Hidup ini milik siapa? Kenapa kita masih berada dalam bayang-bayang Diktator? Tapi yang lebih parah, jika kita hidup dalam kepala berhantu dan hati yang membeku. Mana semangat yang berkobar-kobar itu, tidak ada. Yang ada hanyalah ketakutan. Kita bisa maju, serang dan taklukkan. Jika kita mau! Mau tidak cukup, kalau tidak ada kesempatan untuk nyatakan, “Kami ingin merdeka!”.

     Tuduhan apalagi yang akan terlontar? Bagi mereka, apa yang kami rasakan hanyalah Euforia sesaat dan dosa yang sesat. Siapa menilai siapa? Sudah adilkah mereka yang berada di tampuk kekuasaan, duduk di atas singgasana emas bermahkotakan berlian? Sucikah mereka?

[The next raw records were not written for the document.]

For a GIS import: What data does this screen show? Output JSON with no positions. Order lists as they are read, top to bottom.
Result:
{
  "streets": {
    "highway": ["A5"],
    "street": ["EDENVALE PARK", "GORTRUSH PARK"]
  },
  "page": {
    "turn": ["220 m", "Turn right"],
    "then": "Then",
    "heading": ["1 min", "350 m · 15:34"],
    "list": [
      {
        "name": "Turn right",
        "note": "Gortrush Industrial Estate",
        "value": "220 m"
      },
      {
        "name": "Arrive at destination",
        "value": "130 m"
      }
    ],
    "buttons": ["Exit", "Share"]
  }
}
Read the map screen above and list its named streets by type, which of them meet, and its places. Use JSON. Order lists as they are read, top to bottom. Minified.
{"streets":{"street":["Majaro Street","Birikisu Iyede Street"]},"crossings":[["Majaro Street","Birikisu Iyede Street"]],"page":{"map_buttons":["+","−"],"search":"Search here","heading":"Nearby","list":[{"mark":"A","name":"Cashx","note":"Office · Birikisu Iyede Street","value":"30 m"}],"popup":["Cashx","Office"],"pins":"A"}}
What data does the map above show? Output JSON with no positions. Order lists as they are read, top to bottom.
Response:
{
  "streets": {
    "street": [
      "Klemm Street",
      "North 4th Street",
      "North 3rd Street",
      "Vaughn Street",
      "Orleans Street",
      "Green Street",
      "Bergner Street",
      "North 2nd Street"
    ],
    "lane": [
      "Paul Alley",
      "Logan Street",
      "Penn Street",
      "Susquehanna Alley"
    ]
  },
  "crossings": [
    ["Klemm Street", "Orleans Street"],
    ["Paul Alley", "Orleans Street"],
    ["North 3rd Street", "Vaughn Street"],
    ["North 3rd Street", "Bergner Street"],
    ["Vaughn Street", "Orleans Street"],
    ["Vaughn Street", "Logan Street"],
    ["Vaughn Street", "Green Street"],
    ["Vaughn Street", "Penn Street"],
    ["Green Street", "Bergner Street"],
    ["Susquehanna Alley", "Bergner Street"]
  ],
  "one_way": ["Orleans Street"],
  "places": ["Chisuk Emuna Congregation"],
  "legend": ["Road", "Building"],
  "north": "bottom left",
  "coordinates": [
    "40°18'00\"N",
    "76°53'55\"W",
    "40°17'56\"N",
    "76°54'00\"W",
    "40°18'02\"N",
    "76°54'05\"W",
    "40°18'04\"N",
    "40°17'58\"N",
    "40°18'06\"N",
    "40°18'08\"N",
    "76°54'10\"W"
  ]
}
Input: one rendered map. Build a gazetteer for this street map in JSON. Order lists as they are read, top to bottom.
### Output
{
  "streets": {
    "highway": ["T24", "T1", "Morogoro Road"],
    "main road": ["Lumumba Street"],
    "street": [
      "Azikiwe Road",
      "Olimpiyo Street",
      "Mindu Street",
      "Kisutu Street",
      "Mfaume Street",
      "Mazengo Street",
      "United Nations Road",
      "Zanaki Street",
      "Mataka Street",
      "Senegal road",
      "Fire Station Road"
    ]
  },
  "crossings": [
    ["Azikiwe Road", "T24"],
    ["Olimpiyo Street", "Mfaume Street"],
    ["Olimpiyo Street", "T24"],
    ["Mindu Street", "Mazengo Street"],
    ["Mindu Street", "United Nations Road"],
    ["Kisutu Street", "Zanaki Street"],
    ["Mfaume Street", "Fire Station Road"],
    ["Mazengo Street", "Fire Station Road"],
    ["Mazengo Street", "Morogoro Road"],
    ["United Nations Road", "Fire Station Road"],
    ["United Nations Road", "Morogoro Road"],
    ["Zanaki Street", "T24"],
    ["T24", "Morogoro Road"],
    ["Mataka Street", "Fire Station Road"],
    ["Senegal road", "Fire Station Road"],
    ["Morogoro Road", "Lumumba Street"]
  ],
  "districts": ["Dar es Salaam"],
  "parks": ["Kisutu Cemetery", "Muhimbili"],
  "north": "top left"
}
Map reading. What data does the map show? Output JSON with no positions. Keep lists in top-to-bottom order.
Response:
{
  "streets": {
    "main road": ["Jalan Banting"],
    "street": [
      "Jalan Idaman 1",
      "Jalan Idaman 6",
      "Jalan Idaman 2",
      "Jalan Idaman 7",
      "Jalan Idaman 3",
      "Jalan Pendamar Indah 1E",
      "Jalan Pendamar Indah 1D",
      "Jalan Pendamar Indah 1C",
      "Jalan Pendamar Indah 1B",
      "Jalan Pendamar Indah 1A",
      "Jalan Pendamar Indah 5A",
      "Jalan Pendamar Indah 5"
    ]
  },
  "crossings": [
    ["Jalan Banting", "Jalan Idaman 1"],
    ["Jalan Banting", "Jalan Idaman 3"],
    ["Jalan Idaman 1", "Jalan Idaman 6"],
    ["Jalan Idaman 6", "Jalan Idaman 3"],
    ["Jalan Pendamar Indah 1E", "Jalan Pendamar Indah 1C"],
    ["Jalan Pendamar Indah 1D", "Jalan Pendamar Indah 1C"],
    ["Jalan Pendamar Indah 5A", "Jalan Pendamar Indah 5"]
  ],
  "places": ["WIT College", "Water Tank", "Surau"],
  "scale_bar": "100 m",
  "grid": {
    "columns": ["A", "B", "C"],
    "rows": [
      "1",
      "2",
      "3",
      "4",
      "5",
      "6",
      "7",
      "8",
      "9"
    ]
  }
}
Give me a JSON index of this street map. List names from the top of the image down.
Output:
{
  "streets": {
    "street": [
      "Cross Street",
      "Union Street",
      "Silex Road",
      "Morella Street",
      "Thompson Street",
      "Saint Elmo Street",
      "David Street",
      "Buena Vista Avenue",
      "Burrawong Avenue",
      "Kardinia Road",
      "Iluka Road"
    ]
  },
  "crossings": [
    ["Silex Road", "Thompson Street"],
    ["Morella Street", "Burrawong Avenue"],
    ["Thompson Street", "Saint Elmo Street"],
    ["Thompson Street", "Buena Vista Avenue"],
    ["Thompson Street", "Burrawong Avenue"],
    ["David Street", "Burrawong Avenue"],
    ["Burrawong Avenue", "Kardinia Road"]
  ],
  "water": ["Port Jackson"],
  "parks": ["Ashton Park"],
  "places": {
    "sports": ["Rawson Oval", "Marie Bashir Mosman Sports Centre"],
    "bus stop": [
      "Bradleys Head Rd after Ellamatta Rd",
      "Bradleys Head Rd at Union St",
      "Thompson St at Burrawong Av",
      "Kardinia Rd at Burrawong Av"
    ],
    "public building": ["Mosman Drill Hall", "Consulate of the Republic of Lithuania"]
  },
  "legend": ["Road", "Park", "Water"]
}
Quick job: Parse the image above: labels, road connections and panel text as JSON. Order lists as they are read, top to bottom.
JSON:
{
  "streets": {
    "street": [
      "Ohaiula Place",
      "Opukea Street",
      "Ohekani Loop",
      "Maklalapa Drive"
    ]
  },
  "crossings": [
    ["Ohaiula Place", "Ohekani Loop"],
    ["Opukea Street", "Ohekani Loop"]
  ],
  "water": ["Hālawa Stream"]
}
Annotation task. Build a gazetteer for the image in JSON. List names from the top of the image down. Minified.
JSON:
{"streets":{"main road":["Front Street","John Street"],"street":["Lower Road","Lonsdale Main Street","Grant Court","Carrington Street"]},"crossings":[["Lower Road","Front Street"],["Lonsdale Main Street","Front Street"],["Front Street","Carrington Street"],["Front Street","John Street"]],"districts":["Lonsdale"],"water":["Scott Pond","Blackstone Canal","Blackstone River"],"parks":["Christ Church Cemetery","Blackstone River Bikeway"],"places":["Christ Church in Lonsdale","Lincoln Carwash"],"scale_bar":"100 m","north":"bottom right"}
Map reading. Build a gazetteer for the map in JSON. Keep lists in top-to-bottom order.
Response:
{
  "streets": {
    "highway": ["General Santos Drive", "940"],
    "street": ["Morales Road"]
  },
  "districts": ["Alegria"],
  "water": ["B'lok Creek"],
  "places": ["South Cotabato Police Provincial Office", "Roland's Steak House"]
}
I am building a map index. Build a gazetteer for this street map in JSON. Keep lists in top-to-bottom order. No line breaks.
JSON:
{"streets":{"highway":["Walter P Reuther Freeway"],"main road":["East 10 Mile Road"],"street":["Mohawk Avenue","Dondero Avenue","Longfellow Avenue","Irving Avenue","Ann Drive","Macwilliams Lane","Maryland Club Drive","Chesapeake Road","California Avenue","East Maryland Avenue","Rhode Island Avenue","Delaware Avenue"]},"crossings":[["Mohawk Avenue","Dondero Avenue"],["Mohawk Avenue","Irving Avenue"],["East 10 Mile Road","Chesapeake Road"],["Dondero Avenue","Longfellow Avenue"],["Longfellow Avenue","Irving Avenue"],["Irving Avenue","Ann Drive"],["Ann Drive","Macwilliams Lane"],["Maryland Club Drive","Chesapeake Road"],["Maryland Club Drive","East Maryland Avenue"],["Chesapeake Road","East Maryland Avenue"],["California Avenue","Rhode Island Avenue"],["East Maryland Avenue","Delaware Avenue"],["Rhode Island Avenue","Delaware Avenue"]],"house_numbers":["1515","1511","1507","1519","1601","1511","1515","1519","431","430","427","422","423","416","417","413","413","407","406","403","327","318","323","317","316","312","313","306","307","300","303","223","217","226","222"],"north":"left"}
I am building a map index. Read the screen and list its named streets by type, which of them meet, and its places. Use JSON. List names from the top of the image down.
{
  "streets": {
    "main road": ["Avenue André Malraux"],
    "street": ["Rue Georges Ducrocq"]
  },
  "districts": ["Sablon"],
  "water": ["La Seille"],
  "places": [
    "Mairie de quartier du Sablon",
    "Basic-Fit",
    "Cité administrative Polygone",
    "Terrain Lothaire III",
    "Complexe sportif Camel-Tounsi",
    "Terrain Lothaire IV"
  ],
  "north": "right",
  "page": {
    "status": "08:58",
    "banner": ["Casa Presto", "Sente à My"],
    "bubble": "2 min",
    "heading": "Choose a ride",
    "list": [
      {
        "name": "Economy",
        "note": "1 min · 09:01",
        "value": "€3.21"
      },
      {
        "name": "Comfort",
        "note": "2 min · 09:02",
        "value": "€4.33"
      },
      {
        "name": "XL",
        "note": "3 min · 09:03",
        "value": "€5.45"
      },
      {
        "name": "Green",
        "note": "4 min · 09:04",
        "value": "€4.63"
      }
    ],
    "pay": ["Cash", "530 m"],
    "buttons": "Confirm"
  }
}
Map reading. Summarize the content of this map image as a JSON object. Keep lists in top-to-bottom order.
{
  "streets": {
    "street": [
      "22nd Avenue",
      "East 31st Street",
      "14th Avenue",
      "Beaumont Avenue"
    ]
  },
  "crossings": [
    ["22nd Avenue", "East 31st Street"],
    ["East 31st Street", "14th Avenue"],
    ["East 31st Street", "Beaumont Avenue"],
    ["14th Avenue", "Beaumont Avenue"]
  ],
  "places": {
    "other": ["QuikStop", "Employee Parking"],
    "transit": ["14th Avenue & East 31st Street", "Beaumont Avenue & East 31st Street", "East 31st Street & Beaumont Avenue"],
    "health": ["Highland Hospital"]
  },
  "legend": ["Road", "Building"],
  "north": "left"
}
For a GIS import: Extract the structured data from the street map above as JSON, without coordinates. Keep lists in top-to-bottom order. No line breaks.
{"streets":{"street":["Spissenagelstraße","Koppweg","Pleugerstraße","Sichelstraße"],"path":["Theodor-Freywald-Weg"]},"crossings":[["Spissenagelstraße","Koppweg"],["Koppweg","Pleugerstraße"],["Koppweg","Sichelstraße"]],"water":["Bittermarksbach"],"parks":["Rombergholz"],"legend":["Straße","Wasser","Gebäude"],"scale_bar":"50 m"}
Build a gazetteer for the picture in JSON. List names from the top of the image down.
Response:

Kita tahu batasan antara ini dan itu, tapi kita selalu saja salah. Apa yang mereka imani selalu membawa kita pada fakta yang memojokkan. Lantas, berlakukah “Apa yang menjadi milikmu adalah milikmu, dan apa yang menjadi milikku adalah milikku.”? Sedangkan, apa yang mereka lakukan tak ubahnya seperti manusia yang sama-sama berdosa. Ya, kita hanya manusia. Sekali lagi, hanya manusia.
     Mungkin kita tidak bisa sebebas merpati, sekali gagak tetaplah gagak. Label yang ada tidak akan mudah menghilang begitu saja. Tapi, bukan berarti kita lalu menjadi kotor. Bulu gagak memang hitam, tapi yang ada di dalamnya, hatinya, belum tentu hitam pula. Ini sama seperti yang Ibuku bilang, “Kadang, dari penampilan masakan yang biasa saja, rasanya bisa jadi malah yang nomor satu di kelasnya.”.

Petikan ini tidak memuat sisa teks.